Could add some info on how to check D1 and D2 for voltage that corresponds to what was measured at TP8. Voltage at the banded side of D1 should read about .5 - .7v lower than at TP8. Voltage at the banded side of D2 should read .5 - .7v lower than at D1.

Add info on checking the Q2 7812 voltage regulator when D1/D2 check as good. Check the output of the voltage regulator for 12v - black lead on ground, red lead carefully on the bottom leg of the 7812. If the reading isn't 12VDC then the regulator has failed or the regulator solder connections and/or board traces are suspect.

Add info for when the regulator tests good but 12VDC is not received at the F115 fuse holder. Remove fuse F115 and test to make sure the right side of the F115 fuse holder (furthest away from TP3) has 12VDC. If the reading is not 12VDC then the path from the voltage regulator thru C2 to F115 is compromised and/or C2 is bad - remove C2, clean any electrolyte damage in the area, repair traces around C2 as needed, install new 100uf/25V cap at C2 observing correct polarity.

If the right side of the F115 fuse holder (furthest away from TP3) has 12VDC then with F115 fuse installed test to make see if the left side of the F115 fuse holder (closest to TP3) has 12VDC. If no 12VDC there then either F115 fuse is bad or fuse holder has failed or solder connection of fuse holder is bad.

If the left side of the F115 fuse holder has 12VDC then check pin #1 of J114 for 12VDC. If 12VDC not present then continuity from the F115 fuse holder to J114-1 has been compromised.

Cheers. Roy

#3 8 years ago

Yes, a picture is always useful!

I removed the cap at C2 and could immediately see the problem - electrolyte present under the cap. The leak caused a break in the trace between C2 + and Q2 directly under the cap, with perhaps some current still flowing across that break thru the electrolyte itself. However, no electrolyte flowed elsewhere on the board so the damaged trace was invisible while the cap was installed and the appearance of the cap itself looked completely normal (electrolyte seemed to have leaked out the bottom of the cap, not the top).

I cleaned off the electrolyte, put in a solder stitch, and installed a new cap at C2. I left the cap at C2 installed higher than usual off the board so I could solder the cap in from both sides of the board. The trace from Q2 thru C2 + and on to F115 now measures out at 0.001 ohms. Reinstalled the driver board and all is working fine now.

#5 8 years ago

I couldn't figure out how to edit that info on Pinwiki. Perhaps someone could tell me how to accomplish an edit there?

3 months later
#10 8 years ago

Looks great.

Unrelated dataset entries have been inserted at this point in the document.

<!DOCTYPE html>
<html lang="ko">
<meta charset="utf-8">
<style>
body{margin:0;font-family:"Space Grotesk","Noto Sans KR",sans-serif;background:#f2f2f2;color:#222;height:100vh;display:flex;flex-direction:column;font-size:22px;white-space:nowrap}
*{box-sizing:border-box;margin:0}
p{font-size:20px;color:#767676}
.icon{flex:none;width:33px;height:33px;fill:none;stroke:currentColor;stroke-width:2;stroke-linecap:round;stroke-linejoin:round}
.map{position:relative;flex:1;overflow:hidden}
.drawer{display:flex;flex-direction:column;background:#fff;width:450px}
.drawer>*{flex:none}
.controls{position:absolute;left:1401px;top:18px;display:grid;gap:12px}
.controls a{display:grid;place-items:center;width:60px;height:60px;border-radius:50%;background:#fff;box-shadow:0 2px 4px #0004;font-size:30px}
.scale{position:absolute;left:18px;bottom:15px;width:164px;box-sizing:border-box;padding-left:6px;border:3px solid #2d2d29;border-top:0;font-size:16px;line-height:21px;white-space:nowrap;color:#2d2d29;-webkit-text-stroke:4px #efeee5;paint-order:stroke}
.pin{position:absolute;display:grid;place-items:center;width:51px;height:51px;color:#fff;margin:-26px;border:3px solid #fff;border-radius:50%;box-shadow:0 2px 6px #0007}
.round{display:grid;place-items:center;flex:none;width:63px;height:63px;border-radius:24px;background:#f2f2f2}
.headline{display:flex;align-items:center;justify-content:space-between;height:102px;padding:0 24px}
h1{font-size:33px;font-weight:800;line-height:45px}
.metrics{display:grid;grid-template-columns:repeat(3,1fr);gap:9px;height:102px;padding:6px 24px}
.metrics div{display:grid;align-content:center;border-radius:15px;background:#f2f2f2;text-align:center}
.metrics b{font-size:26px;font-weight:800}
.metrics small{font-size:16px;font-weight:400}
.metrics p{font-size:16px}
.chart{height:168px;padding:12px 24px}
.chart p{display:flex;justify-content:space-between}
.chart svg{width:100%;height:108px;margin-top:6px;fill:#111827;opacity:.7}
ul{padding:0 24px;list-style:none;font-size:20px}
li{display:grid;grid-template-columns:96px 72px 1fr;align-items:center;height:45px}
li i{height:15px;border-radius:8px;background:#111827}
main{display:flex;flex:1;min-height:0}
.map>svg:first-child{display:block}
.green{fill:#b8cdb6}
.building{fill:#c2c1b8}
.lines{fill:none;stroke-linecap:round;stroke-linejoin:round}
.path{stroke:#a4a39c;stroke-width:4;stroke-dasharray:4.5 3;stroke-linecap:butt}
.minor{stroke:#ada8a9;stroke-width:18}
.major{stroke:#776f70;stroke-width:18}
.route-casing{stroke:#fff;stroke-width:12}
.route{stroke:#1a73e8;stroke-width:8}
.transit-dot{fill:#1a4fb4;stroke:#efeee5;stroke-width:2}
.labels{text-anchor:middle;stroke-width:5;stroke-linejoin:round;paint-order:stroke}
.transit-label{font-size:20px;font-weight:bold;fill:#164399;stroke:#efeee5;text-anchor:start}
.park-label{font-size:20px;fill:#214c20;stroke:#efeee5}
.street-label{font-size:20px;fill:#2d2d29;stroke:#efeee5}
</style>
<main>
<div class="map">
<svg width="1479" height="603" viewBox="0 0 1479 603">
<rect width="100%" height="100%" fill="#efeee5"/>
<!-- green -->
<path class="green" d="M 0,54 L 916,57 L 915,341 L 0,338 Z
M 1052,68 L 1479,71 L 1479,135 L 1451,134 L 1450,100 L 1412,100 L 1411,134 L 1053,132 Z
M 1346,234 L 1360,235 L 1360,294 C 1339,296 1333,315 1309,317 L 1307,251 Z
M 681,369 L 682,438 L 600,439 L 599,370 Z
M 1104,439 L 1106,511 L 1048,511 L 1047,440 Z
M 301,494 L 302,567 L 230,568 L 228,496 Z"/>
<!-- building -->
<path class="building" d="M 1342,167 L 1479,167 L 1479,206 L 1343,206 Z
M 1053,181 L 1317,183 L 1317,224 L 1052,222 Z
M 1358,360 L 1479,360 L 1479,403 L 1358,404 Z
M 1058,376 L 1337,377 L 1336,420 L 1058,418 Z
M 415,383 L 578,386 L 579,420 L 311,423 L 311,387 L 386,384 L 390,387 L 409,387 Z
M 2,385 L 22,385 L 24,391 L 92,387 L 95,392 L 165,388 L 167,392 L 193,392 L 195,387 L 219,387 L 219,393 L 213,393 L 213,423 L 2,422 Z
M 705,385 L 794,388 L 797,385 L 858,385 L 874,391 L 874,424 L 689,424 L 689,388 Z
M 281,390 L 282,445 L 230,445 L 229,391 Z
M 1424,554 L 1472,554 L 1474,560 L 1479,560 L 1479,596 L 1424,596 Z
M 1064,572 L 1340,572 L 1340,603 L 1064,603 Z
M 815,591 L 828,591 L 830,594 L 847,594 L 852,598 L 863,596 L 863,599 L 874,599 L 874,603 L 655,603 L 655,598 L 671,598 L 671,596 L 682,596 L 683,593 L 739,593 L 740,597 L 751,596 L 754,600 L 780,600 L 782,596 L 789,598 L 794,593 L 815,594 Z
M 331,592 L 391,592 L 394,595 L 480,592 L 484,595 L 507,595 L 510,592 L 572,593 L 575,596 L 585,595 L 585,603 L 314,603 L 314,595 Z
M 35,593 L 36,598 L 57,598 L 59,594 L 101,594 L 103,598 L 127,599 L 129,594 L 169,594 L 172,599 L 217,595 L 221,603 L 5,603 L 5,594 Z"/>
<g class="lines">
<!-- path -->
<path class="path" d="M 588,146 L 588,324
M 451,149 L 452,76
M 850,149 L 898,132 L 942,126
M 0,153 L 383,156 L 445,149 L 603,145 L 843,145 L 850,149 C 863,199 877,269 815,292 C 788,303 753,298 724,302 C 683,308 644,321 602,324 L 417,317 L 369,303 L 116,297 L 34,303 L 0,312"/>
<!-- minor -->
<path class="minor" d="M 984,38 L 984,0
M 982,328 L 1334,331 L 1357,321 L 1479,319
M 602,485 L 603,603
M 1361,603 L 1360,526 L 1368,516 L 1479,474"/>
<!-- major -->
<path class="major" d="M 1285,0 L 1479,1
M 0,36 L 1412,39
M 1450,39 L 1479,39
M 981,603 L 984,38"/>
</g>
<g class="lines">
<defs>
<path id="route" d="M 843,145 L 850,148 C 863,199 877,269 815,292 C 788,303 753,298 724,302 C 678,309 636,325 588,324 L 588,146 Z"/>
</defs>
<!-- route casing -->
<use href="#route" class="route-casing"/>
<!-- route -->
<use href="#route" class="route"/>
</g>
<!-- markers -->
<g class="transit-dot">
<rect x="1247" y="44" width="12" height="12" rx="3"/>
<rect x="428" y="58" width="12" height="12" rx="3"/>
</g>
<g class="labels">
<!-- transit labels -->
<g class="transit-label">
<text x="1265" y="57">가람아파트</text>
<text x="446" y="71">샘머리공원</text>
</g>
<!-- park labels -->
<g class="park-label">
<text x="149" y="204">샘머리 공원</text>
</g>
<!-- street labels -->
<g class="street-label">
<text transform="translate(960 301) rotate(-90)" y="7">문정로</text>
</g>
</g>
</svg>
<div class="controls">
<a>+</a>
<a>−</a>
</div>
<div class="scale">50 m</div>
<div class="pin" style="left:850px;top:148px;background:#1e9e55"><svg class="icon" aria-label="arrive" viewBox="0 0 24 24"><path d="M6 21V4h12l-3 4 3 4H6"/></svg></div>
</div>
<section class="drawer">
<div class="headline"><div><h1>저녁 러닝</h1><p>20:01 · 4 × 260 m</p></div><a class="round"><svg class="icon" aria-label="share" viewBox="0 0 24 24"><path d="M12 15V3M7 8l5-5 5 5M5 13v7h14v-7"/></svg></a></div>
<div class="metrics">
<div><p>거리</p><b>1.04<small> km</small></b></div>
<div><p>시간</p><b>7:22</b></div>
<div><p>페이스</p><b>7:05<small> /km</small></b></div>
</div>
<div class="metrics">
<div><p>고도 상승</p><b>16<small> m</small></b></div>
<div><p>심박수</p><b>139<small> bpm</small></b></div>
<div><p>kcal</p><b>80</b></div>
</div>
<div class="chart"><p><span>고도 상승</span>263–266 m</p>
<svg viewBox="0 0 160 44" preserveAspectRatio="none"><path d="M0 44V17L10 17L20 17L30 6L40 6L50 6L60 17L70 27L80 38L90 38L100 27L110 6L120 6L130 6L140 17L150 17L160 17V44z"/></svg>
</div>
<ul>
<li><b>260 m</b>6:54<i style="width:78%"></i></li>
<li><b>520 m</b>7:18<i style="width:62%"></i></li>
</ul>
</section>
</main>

Thanks Chris!

2 years later
#20 6 years ago
Quoted from BallyWilliams:

So if my machine says this...what basics can I do to resolve it ?

Without tools (not even a multimeter) you are not equipped to do the necessary diagnostics. Don't make the existing problem worse! Perhaps you can use the Pinside map here on Pinside to find some Pinside members that live near you, then reach out to them by Pinside PM to see if one of them might come over an help you do some diagnostics.